WORK TO BE COMPLETED:
Each entry that follows is to be duplicated exactly, without its images.

INPUT RECORDS:
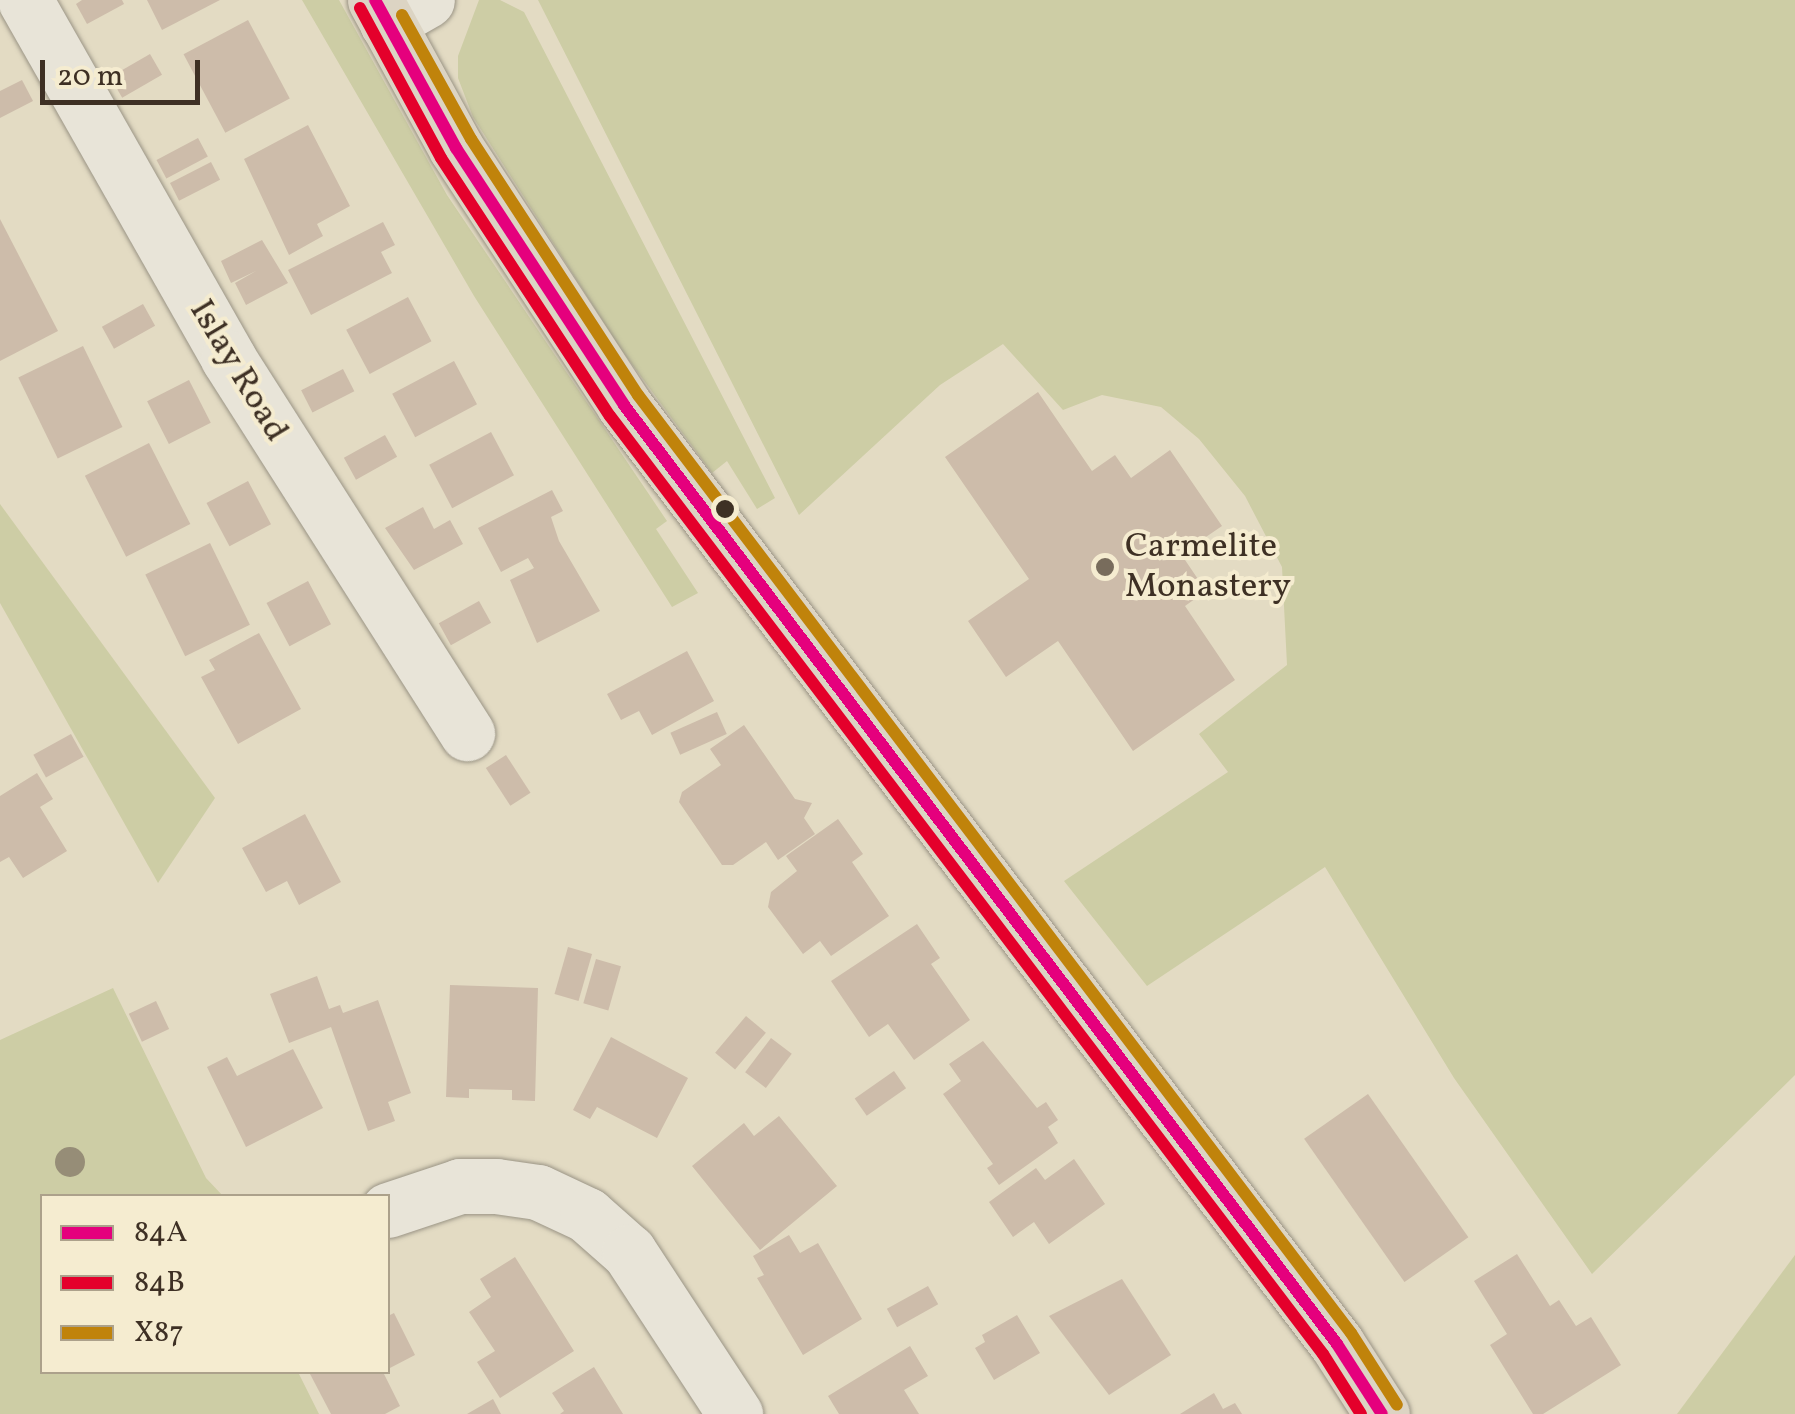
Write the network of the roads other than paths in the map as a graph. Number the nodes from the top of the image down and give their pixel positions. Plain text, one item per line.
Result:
1 (25, 0) edge
2 (396, 8) edge
3 (466, 734) dead end
4 (390, 1209) edge
5 (735, 1414) edge
6 (1382, 1414) edge

1 - 3 street, Islay Road
2 - 6 main road
4 - 5 street

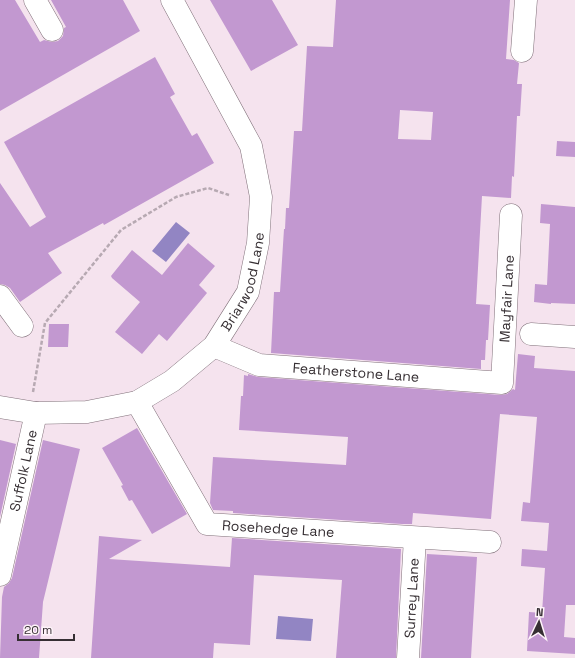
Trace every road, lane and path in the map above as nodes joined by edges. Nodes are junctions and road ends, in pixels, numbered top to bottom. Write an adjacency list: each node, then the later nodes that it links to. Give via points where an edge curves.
1 (35, 0): 4 (street)
2 (172, 0): 12 (street, Briarwood Lane, via 251,146 261,197 258,243 248,292)
3 (526, 0): 5 (street)
4 (52, 30)
5 (522, 51)
6 (229, 194): 14 (path, via 208,188 176,197 121,230 45,323)
7 (511, 215): 13 (street, Mayfair Lane)
8 (0, 296): 9 (street)
9 (22, 326)
10 (531, 334): 11 (street)
11 (575, 337)
12 (214, 346): 13 (street, Featherstone Lane, via 259,364); 15 (street, Briarwood Lane, via 172,381)
13 (502, 383)
14 (34, 402): 15 (street, Briarwood Lane, via 87,412); 16 (street, Briarwood Lane); 19 (street, Suffolk Lane)
15 (137, 402): 17 (street, Rosehedge Lane, via 207,524)
16 (0, 407)
17 (415, 538): 18 (street, Rosehedge Lane); 20 (street, Surrey Lane)
18 (490, 542)
19 (0, 575)
20 (408, 658)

REPLY TO THE TASK:
Write the network of the roads other than paths in the map as a graph. Number the nodes from the top of the image down and give their pixel positions. Plain text, one item per line.
Result:
1 (25, 0) edge
2 (396, 8) edge
3 (466, 734) dead end
4 (390, 1209) edge
5 (735, 1414) edge
6 (1382, 1414) edge

1 - 3 street, Islay Road
2 - 6 main road
4 - 5 street

Trace every road, lane and path in the map above as nodes joined by edges. Nodes are junctions and road ends, in pixels, numbered top to bottom. Write an adjacency list: each node, then the later nodes that it links to. Give via points where an edge curves.
1 (35, 0): 4 (street)
2 (172, 0): 12 (street, Briarwood Lane, via 251,146 261,197 258,243 248,292)
3 (526, 0): 5 (street)
4 (52, 30)
5 (522, 51)
6 (229, 194): 14 (path, via 208,188 176,197 121,230 45,323)
7 (511, 215): 13 (street, Mayfair Lane)
8 (0, 296): 9 (street)
9 (22, 326)
10 (531, 334): 11 (street)
11 (575, 337)
12 (214, 346): 13 (street, Featherstone Lane, via 259,364); 15 (street, Briarwood Lane, via 172,381)
13 (502, 383)
14 (34, 402): 15 (street, Briarwood Lane, via 87,412); 16 (street, Briarwood Lane); 19 (street, Suffolk Lane)
15 (137, 402): 17 (street, Rosehedge Lane, via 207,524)
16 (0, 407)
17 (415, 538): 18 (street, Rosehedge Lane); 20 (street, Surrey Lane)
18 (490, 542)
19 (0, 575)
20 (408, 658)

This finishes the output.